If you pass through Vienna, you’ll likely notice brightly colored wooden signs with open-heart emblems scattered about town. What you might not know is that these are not merely decorations. They signify a good-willed movement that has taken root.
Those signs come from Rustic Love, a nonprofit founded by Michelle Connors, a Vienna woman with a mission to combat food insecurity.
Connors rallies volunteers, including many local teens, to build these colorful signs, which are sold to residents and businesses through pop-ups and online orders. The profits are donated to local food pantries and food assistance programs. According to Rustic Love’s website, it has sold more than 5,000 heart signs and raised more than $380,000.
Annabelle Hallworth, 15, is one of the group’s volunteers. She says she loves seeing the signs around town because it shows how her community is helping others.

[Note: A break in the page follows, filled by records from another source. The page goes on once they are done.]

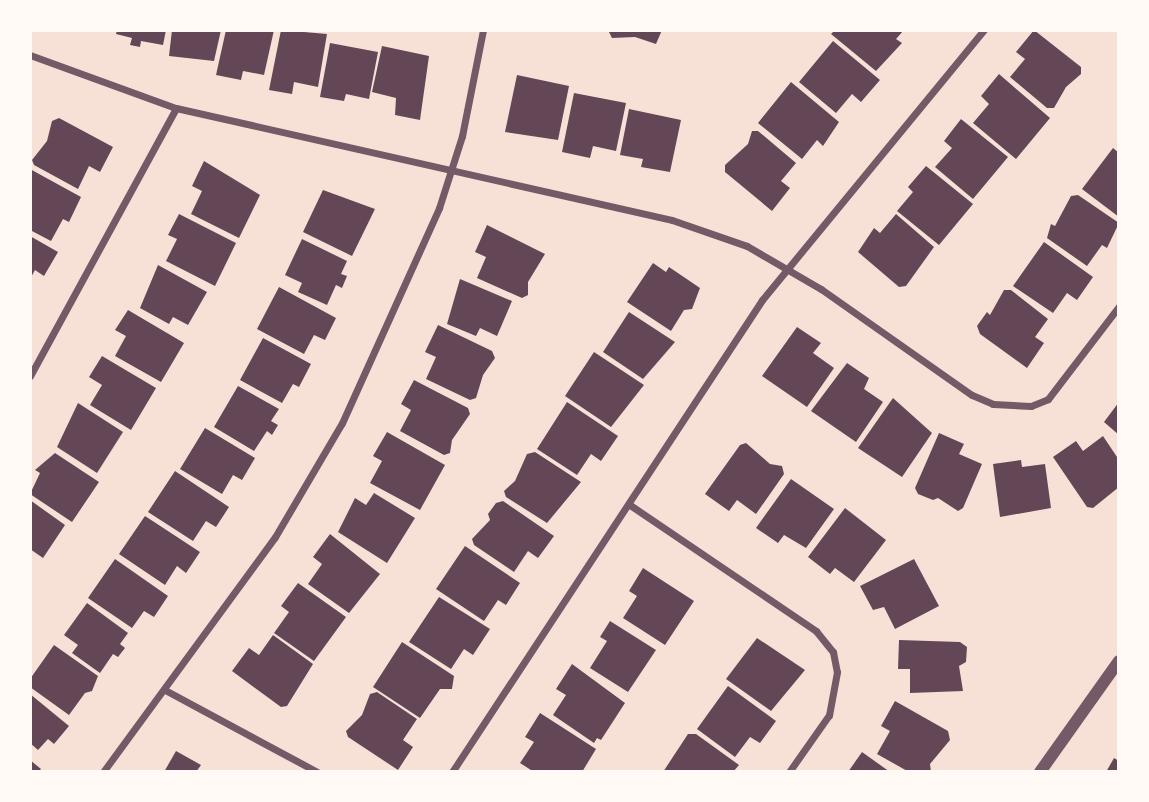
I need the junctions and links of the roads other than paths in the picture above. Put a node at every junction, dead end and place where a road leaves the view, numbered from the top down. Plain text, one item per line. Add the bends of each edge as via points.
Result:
1 (483, 30) edge
2 (984, 30) edge
3 (30, 55) edge
4 (176, 108) junction
5 (451, 170) junction
6 (787, 269) junction
7 (1119, 306) edge
8 (30, 376) edge
9 (630, 505) junction
10 (1119, 661) edge
11 (165, 690) junction
12 (103, 772) edge
13 (317, 772) edge
14 (452, 772) edge
15 (789, 772) edge
16 (1040, 772) edge

1 - 5 street
2 - 6 street
3 - 4 street
4 - 5 street
4 - 8 street
5 - 6 street via 672,220 747,246
5 - 11 street via 439,208 342,423 275,537
6 - 7 street via 972,395 1012,408 1048,399
6 - 9 street
9 - 14 street
9 - 15 street via 816,631 832,652 837,672 829,715
10 - 16 street
11 - 12 street
11 - 13 street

“If you see the sign in somebody’s yard, you just kind of feel connected to them because they’re doing the same thing that you are,” she says. “It’s just a really good sense of unity.”
These vibrant signs are a connecting thread between volunteers and supporters, but there’s another side to this work.

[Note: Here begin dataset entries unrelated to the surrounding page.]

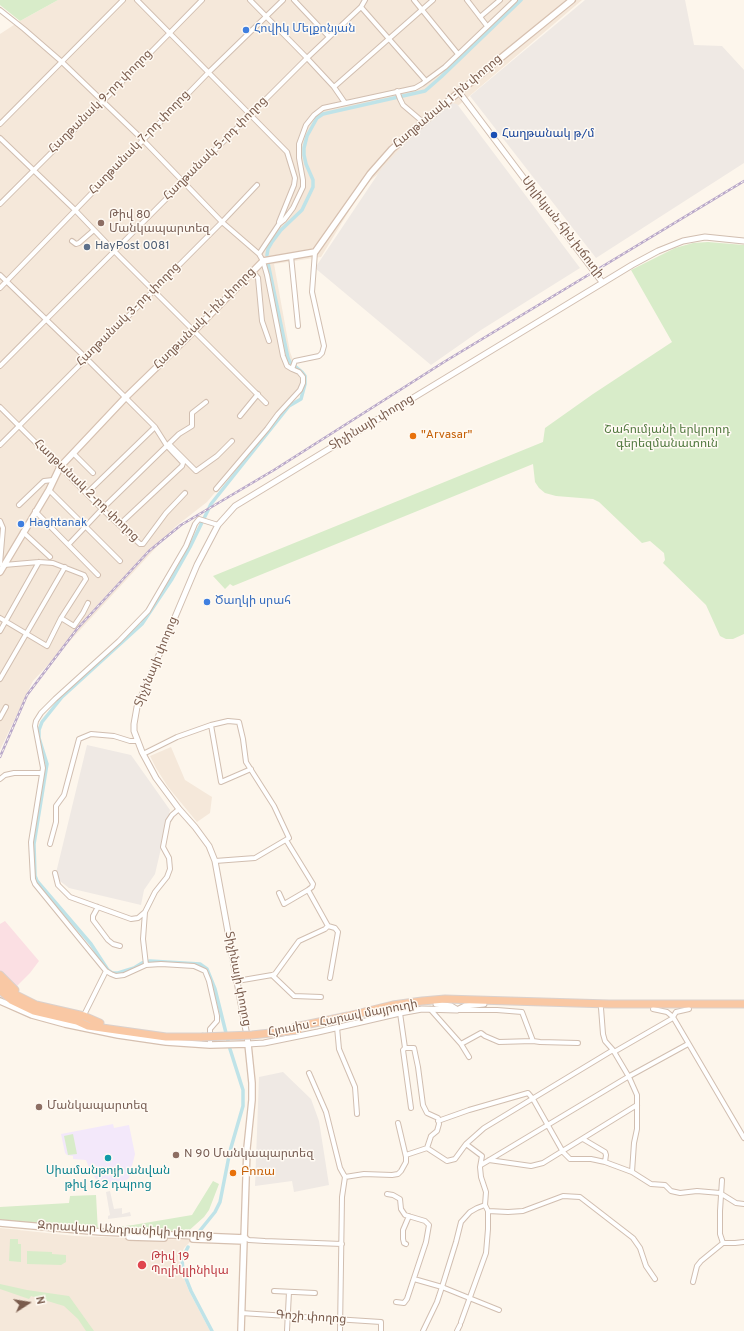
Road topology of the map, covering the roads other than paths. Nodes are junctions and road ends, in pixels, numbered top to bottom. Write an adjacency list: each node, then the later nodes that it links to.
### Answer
1 (123, 0): 25 (street)
2 (137, 0): 20 (street)
3 (202, 0): 20 (street, Հաղթանակ 9-րդ փողոց)
4 (250, 0): 18 (street)
5 (283, 0): 18 (street, Հաղթանակ 7-րդ փողոց)
6 (294, 0): 22 (street)
7 (365, 0): 14 (street, Հաղթանակ 5-րդ փողոց)
8 (414, 0): 15 (street)
9 (433, 0): 15 (street)
10 (467, 0): 17 (street)
11 (500, 0): 17 (street)
12 (516, 0): 19 (street)
13 (572, 0): 30 (main road, Հաղթանակ 1-ին փողոց)
14 (361, 7): 21 (street); 22 (street, Հաղթանակ 5-րդ փողոց)
15 (422, 9): 21 (street); 23 (street)
16 (0, 10): 25 (street)
17 (480, 17): 19 (street)
18 (266, 18): 24 (street); 26 (street, Հաղթանակ 7-րդ փողոց)
19 (487, 26): 23 (street)
20 (169, 33): 26 (street); 31 (street, Հաղթանակ 9-րդ փողոց)
21 (390, 37): 27 (street); 28 (street)
22 (329, 38): 24 (street, Հաղթանակ 5-րդ փողոց)
23 (458, 54): 27 (street)
24 (307, 58): 28 (street); 33 (street, Հաղթանակ 5-րդ փողոց)
25 (62, 62): 31 (street); 35 (street)
26 (208, 73): 33 (street); 37 (street, Հաղթանակ 7-րդ փողոց)
27 (426, 81): 29 (street)
28 (334, 87): 32 (street)
29 (397, 91): 32 (street); 34 (street)
30 (459, 92): 34 (main road, Հաղթանակ 1-ին փողոց); 56 (street, Սիլիկյան հին խճուղի)
31 (102, 102): 37 (street); 38 (street, Հաղթանակ 9-րդ փողոց)
32 (345, 103): 44 (street)
33 (251, 115): 39 (street, Հաղթանակ 5-րդ փողոց); 44 (street)
34 (423, 122): 49 (main road, Հաղթանակ 1-ին փողոց)
35 (0, 124)
36 (0, 138): 38 (street)
37 (142, 140): 39 (street); 42 (street, Հաղթանակ 7-րդ փողոց)
38 (33, 170): 41 (street, Հաղթանակ 9-րդ փողոց); 42 (street)
39 (183, 182): 43 (street); 48 (street, Հաղթանակ 5-րդ փողոց)
40 (257, 185): 43 (street, Հաղթանակ 3-րդ փողոց)
41 (0, 204)
42 (75, 210): 45 (street); 55 (street, Հաղթանակ 7-րդ փողոց)
43 (222, 222): 50 (street); 58 (street, Հաղթանակ 3-րդ փողոց)
44 (278, 224): 50 (street)
45 (94, 230): 46 (street); 48 (street)
46 (72, 241)
47 (744, 241): 56 (street, Սիլիկյան հին խճուղի)
48 (115, 251): 58 (street); 59 (street, Հաղթանակ 5-րդ փողոց)
49 (315, 252): 51 (main road, Հաղթանակ 1-ին փողոց); 65 (street)
50 (259, 254): 52 (street)
51 (291, 256): 52 (main road, Հաղթանակ 1-ին փողոց); 60 (street)
52 (263, 261): 53 (main road, Հաղթանակ 1-ին փողոց); 65 (street)
53 (253, 272): 61 (main road, Հաղթանակ 1-ին փողոց); 62 (street)
54 (0, 275): 55 (street)
55 (7, 282): 57 (street, Հաղթանակ 7-րդ փողոց); 59 (street)
56 (602, 282): 90 (street, Տիչինայի փողոց)
57 (0, 288)
58 (154, 290): 61 (street); 63 (street, Հաղթանակ 3-րդ փողոց)
59 (47, 320): 63 (street); 64 (street, Հաղթանակ 5-րդ փողոց)
60 (298, 326)
61 (194, 331): 66 (street); 67 (main road, Հաղթանակ 1-ին փողոց)
62 (269, 341)
63 (86, 358): 67 (street); 72 (street, Հաղթանակ 3-րդ փողոց)
64 (0, 366)
65 (293, 366): 81 (street)
66 (258, 394): 69 (street); 71 (street)
67 (125, 398): 73 (street); 77 (main road, Հաղթանակ 1-ին փողոց)
68 (206, 402): 76 (street)
69 (266, 403)
70 (0, 407): 72 (street, Հաղթանակ 2-րդ փողոց)
71 (240, 416)
72 (18, 426): 75 (street, Հաղթանակ 3-րդ փողոց); 78 (street, Հաղթանակ 2-րդ փողոց)
73 (155, 428): 76 (street); 83 (street)
74 (232, 441): 76 (street)
75 (0, 445)
76 (168, 445): 86 (street); 89 (street)
77 (73, 453): 78 (main road, Հաղթանակ 1-ին փողոց); 79 (street)
78 (60, 466): 80 (main road, Հաղթանակ 1-ին փողոց); 83 (street, Հաղթանակ 2-րդ փողոց)
79 (93, 473)
80 (53, 480): 82 (main road, Հաղթանակ 1-ին փողոց); 85 (street)
81 (216, 489)
82 (49, 490): 87 (main road, Հաղթանակ 1-ին փողոց); 91 (street)
83 (87, 493): 86 (street, Հաղթանակ 2-րդ փողոց)
84 (185, 493): 89 (street, Հաղթանակ 2-րդ փողոց)
85 (19, 505)
86 (102, 509): 89 (street, Հաղթանակ 2-րդ փողոց); 91 (street)
87 (35, 511): 92 (main road, Հաղթանակ 1-ին փողոց); 93 (street)
88 (0, 521): 97 (street)
89 (119, 525)
90 (218, 525): 111 (street, Տիչինայի փողոց); 114 (street)
91 (86, 528): 93 (street); 95 (street)
92 (23, 532): 94 (street); 97 (main road, Հաղթանակ 1-ին փողոց)
93 (69, 544): 99 (street)
94 (50, 558)
95 (120, 561)
96 (39, 562): 97 (street); 98 (street); 103 (street)
97 (1, 567)
98 (64, 567): 102 (street); 105 (street)
99 (98, 575)
100 (88, 603): 102 (street)
101 (0, 618): 103 (street)
102 (61, 618): 105 (street)
103 (6, 622): 104 (street); 105 (street)
104 (0, 631)
105 (26, 634): 106 (street)
106 (2, 670): 107 (street)
107 (0, 679)
108 (6, 708): 109 (street)
109 (0, 718)
110 (210, 725): 112 (street); 113 (street); 113 (street)
111 (137, 741): 112 (street, Տիչինայի փողոց); 118 (street)
112 (143, 754): 116 (street, Տիչինայի փողոց)
113 (251, 769): 117 (street)
114 (42, 773): 115 (street); 128 (street)
115 (0, 779)
116 (179, 809): 119 (street, Տիչինայի փողոց); 124 (street)
117 (286, 840): 119 (street); 121 (street)
118 (50, 844)
119 (215, 861): 132 (street, Տիչինայի փողոց)
120 (55, 873): 123 (street)
121 (308, 890): 122 (street); 125 (street)
122 (279, 893)
123 (98, 907): 124 (street); 126 (street)
124 (146, 912): 127 (street)
125 (328, 926): 130 (street); 131 (street)
126 (120, 946)
127 (145, 963): 128 (street); 161 (street)
128 (106, 971): 149 (street)
129 (0, 975): 138 (highway)
130 (272, 975): 132 (street); 136 (street)
131 (330, 978)
132 (237, 981): 158 (street, Տիչինայի փողոց)
133 (0, 983): 138 (highway, Հյուսիս - Հարավ մայրուղի)
134 (0, 990): 137 (highway, Հյուսիս - Հարավ մայրուղի)
135 (0, 994): 137 (highway)
136 (321, 997)
137 (4, 1000): 152 (highway, Հյուսիս - Հարավ մայրուղի)
138 (31, 1002): 151 (highway, Հյուսիս - Հարավ մայրուղի)
139 (436, 1004): 140 (highway, Հյուսիս - Հարավ մայրուղի); 147 (street); 154 (highway, Հյուսիս - Հարավ մայրուղի)
140 (484, 1004): 143 (highway, Հյուսիս - Հարավ մայրուղի); 147 (street)
141 (744, 1004): 154 (highway, Հյուսիս - Հարավ մայրուղի)
142 (430, 1008): 147 (street); 148 (street); 159 (street)
143 (601, 1008): 144 (highway, Հյուսիս - Հարավ մայրուղի); 163 (street)
144 (653, 1009): 145 (highway, Հյուսիս - Հարավ մայրուղի); 150 (street)
145 (689, 1009): 146 (highway, Հյուսիս - Հարավ մայրուղի); 150 (street)
146 (744, 1009)
147 (457, 1010): 156 (street)
148 (400, 1013): 153 (street); 162 (street)
149 (85, 1014)
150 (673, 1018): 160 (street); 163 (street)
151 (100, 1023): 152 (highway, Հյուսիս - Հարավ մայրուղի); 155 (highway, Հյուսիս - Հարավ մայրուղի)
152 (82, 1026): 155 (highway, Հյուսիս - Հարավ մայրուղի); 161 (main road)
153 (337, 1027): 158 (street); 170 (street)
154 (296, 1028): 155 (highway, Հյուսիս - Հարավ մայրուղի, bridge)
155 (202, 1035)
156 (533, 1041): 157 (street); 159 (street)
157 (578, 1043)
158 (248, 1044): 161 (main road); 195 (main road, Տիչինայի փողոց)
159 (461, 1044): 164 (street)
160 (688, 1044): 166 (street); 174 (street)
161 (210, 1045)
162 (405, 1048): 169 (street); 171 (street)
163 (613, 1051): 166 (street); 167 (street)
164 (469, 1057)
165 (309, 1073): 184 (street)
166 (629, 1077): 168 (street); 173 (street)
167 (533, 1099): 171 (street); 173 (street); 176 (street)
168 (637, 1105): 175 (street); 183 (street)
169 (411, 1108)
170 (357, 1114)
171 (438, 1121): 177 (street)
172 (398, 1123): 179 (street)
173 (547, 1125): 178 (street); 180 (street)
174 (744, 1138)
175 (584, 1139): 178 (street); 181 (street)
176 (466, 1144): 177 (street); 182 (street)
177 (427, 1148): 179 (street)
178 (562, 1152): 180 (street); 181 (street)
179 (406, 1155): 184 (street)
180 (489, 1160): 182 (street)
181 (605, 1162): 183 (street)
182 (481, 1165): 189 (street)
183 (632, 1172): 187 (street)
184 (346, 1177): 198 (street)
185 (722, 1180): 187 (street)
186 (387, 1194): 191 (street)
187 (721, 1194): 188 (street); 197 (street)
188 (744, 1204)
189 (485, 1206): 190 (street); 203 (street)
190 (488, 1211): 201 (street); 207 (street)
191 (409, 1216): 199 (street); 200 (street)
192 (0, 1223): 194 (main road, Զորավար Անդրանիկի փողոց)
193 (0, 1227): 194 (main road, Զորավար Անդրանիկի փողոց)
194 (25, 1228): 195 (main road, Զորավար Անդրանիկի փողոց)
195 (246, 1240): 198 (street); 210 (main road, Տիչինայի փողոց)
196 (744, 1242): 197 (street)
197 (723, 1243): 202 (street)
198 (342, 1244): 212 (street)
199 (406, 1244)
200 (414, 1279): 203 (street); 208 (street)
201 (655, 1279)
202 (692, 1282)
203 (442, 1287): 207 (street); 217 (street)
204 (274, 1292): 205 (street)
205 (290, 1292): 206 (street); 211 (street)
206 (315, 1293)
207 (470, 1298): 209 (street); 218 (street)
208 (396, 1302)
209 (499, 1310)
210 (241, 1313): 211 (street, Գոշի փողոց); 213 (main road, Տիչինայի փողոց)
211 (288, 1316): 212 (street, Գոշի փողոց); 214 (street)
212 (340, 1320): 215 (street); 216 (street, Գոշի փողոց)
213 (241, 1331)
214 (287, 1331)
215 (340, 1331)
216 (381, 1331)
217 (423, 1331)
218 (457, 1331)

Hallworth says that prior to volunteering with Rustic Love, she didn’t know how many people locally struggled with food insecurity. Rustic Love raises awareness for an issue that people might not otherwise recognize.
“It allows me to be able to see not just the world that I’m in, not just my friends, but to really see the highs and lows of the world,” Hallworth says. “It also allows me to feel like I’m contributing to help. Even though it’s such a small act, if you’re volunteering for two hours or something, you feel like you’re making a difference, and that’s everything that I could ask for.”
While Connors says she never imagined the organization would grow so much, the consensus is clear: There’s something special about Rustic Love. It brings out volunteers in droves. It makes people want to support the cause by displaying the heart signs in their yards and wearing T-shirts that sport its logo. The symbol is woven into the fabric of Vienna’s community, representing the abundance of hearts and minds it has opened.
“It just reaffirms your hope in mankind,” Connors says, “about how we really are good people and want to do good things.”